The full loop state lives in a single atomic file: .soup/loop.yaml (JSON-formatted via tempfile.mkstemp + os.replace, cwd-containment, direct os.lstat symlink rejection, 1 MiB cap, POSIX 0o600).

Frozen LoopState schema:

  • served_model / eval_suite / baseline / status (one of {running, paused, stopped})
  • 6 counters (traces_harvested / pairs_distilled / runs_started / runs_shipped / runs_rolled_back / runs_skipped_by_budget)
  • canary + budget + daily-cap metadata
  • iteration metadata

to_dict returns a MappingProxyType so callers can't mutate state through it. Only with_status and bumped are sanctioned mutators.

Canary router

soup loop canary <adapter> --traffic 5% --autoroll-on-regress splits traffic via deterministic SHA-256 hash routing:

  • 4-byte slice mod _HASH_MOD = 10_000 → ±0.01% split granularity
  • Per-request route(policy, request_key) is pure
  • Verdict via BucketStats.verdict() returns OK / MAJOR / UNKNOWN using v0.26 Quant-Lobotomy thresholds (5-pct regression band, min 30 samples)
  • BucketStats is mutable with threading.Lock for live request streams
  • Cross-field validation: canary == stable rejected, traffic_pct ∈ [0, 100]
  • rollback returns a new policy with the canary cleared (sticky-on-rollback)

Budget guardrails

parse_budget_string accepts "50usd" / "50" / "50 USD" (≤ $1M hard cap). Each iteration runs through check_budget → frozen BudgetDecision(proceed, reason, projected_total_usd, runs_today). Check order:

1. daily-cap (UTC-day rollover via reset_daily_counter_if_new_day)
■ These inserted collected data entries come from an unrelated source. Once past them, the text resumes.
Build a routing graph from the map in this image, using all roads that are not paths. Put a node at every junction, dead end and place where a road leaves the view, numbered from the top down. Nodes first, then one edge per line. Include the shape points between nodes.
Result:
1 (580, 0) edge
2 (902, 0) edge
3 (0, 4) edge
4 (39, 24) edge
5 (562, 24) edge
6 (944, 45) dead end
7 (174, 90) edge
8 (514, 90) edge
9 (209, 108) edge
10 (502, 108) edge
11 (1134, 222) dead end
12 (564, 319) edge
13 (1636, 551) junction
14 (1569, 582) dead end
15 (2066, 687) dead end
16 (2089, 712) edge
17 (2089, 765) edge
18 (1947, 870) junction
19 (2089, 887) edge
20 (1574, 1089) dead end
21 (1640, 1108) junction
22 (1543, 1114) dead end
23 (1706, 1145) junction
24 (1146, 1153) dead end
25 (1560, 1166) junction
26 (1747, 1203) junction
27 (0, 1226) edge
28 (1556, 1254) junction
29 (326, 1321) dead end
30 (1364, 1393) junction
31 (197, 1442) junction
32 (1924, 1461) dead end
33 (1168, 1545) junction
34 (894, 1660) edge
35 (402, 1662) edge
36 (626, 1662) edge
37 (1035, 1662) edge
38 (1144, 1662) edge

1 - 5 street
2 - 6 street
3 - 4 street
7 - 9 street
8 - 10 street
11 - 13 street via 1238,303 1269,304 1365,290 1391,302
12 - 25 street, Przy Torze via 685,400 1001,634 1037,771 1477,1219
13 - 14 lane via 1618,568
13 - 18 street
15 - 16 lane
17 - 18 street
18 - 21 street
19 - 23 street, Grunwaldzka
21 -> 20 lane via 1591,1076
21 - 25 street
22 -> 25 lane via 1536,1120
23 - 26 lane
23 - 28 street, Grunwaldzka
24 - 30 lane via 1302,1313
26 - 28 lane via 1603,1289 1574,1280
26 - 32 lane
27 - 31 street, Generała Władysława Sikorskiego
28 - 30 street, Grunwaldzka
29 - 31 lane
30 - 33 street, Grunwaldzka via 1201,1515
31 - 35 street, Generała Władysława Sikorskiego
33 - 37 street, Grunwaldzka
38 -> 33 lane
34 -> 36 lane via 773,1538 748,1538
2. estimate-sanity — refuse implausible cost estimates

3. monthly-budget — projected total vs configured cap

Budget-skipped iterations produce no manifests — no half-records to confuse soup loop replay.

Watch daemon

soup loop watch orchestrates 5 stage callables: HarvestFn / TrainFn / GateFn / DeployFn / CostFn. The default stub bindings are no-ops; live wiring to v0.26 traces, the v0.55 eval-gate, and the v0.30 /v1/adapters/activate hot-swap endpoint is operator-driven via WatchConfig.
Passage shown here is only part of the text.